WORK TASK: Omit all pictures, then repeat the listing exactly.

DATA:
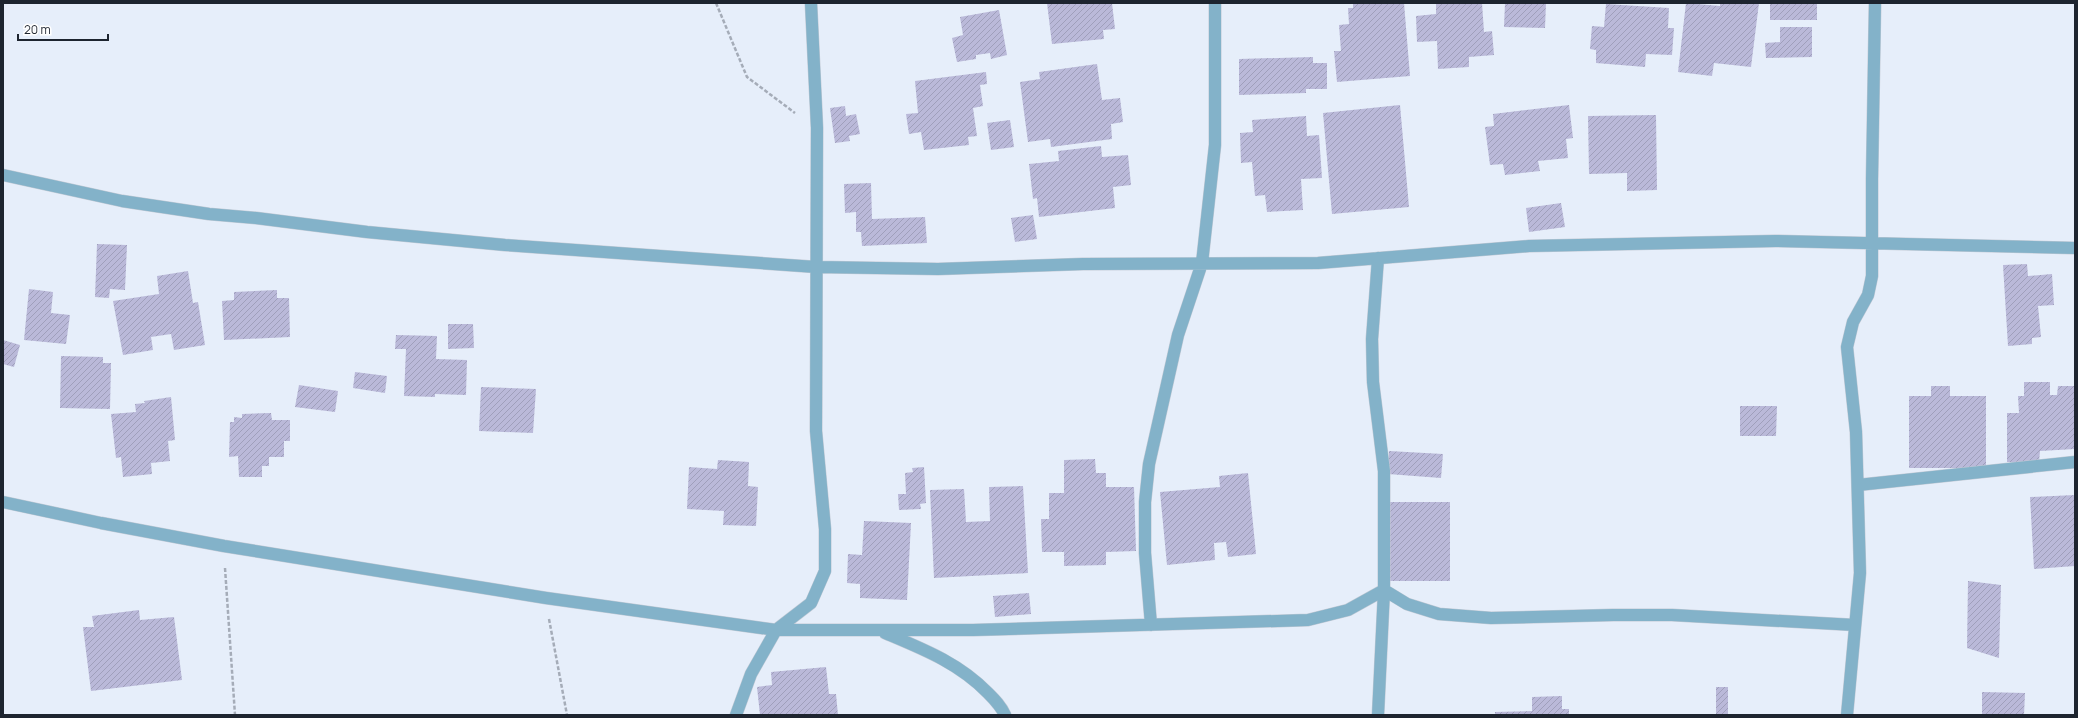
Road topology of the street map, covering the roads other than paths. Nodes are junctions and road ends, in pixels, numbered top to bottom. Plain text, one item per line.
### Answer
1 (811, 3) edge
2 (1215, 3) edge
3 (1875, 3) edge
4 (3, 175) edge
5 (1872, 244) junction
6 (2075, 248) edge
7 (1378, 258) junction
8 (1202, 263) junction
9 (816, 267) junction
10 (2075, 462) edge
11 (1858, 485) junction
12 (3, 502) edge
13 (1384, 590) junction
14 (1151, 625) junction
15 (1855, 626) junction
16 (776, 630) junction
17 (879, 631) junction
18 (736, 715) edge
19 (1005, 715) edge
20 (1378, 715) edge
21 (1847, 715) edge

1 - 9 street
2 - 8 street
3 - 5 street
4 - 9 street
5 - 6 street
5 - 7 street
5 - 11 street
7 - 8 street
7 - 13 street
8 - 9 street
8 - 14 street
9 - 16 street
10 - 11 street
11 - 15 street
12 - 16 street
13 - 14 street
13 - 15 street
13 - 20 street
14 - 17 street
15 - 21 street
16 - 17 street
16 - 18 street
17 - 19 street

EXERCISE SOLUTION:
Road topology of the street map, covering the roads other than paths. Nodes are junctions and road ends, in pixels, numbered top to bottom. Plain text, one item per line.
### Answer
1 (811, 3) edge
2 (1215, 3) edge
3 (1875, 3) edge
4 (3, 175) edge
5 (1872, 244) junction
6 (2075, 248) edge
7 (1378, 258) junction
8 (1202, 263) junction
9 (816, 267) junction
10 (2075, 462) edge
11 (1858, 485) junction
12 (3, 502) edge
13 (1384, 590) junction
14 (1151, 625) junction
15 (1855, 626) junction
16 (776, 630) junction
17 (879, 631) junction
18 (736, 715) edge
19 (1005, 715) edge
20 (1378, 715) edge
21 (1847, 715) edge

1 - 9 street
2 - 8 street
3 - 5 street
4 - 9 street
5 - 6 street
5 - 7 street
5 - 11 street
7 - 8 street
7 - 13 street
8 - 9 street
8 - 14 street
9 - 16 street
10 - 11 street
11 - 15 street
12 - 16 street
13 - 14 street
13 - 15 street
13 - 20 street
14 - 17 street
15 - 21 street
16 - 17 street
16 - 18 street
17 - 19 street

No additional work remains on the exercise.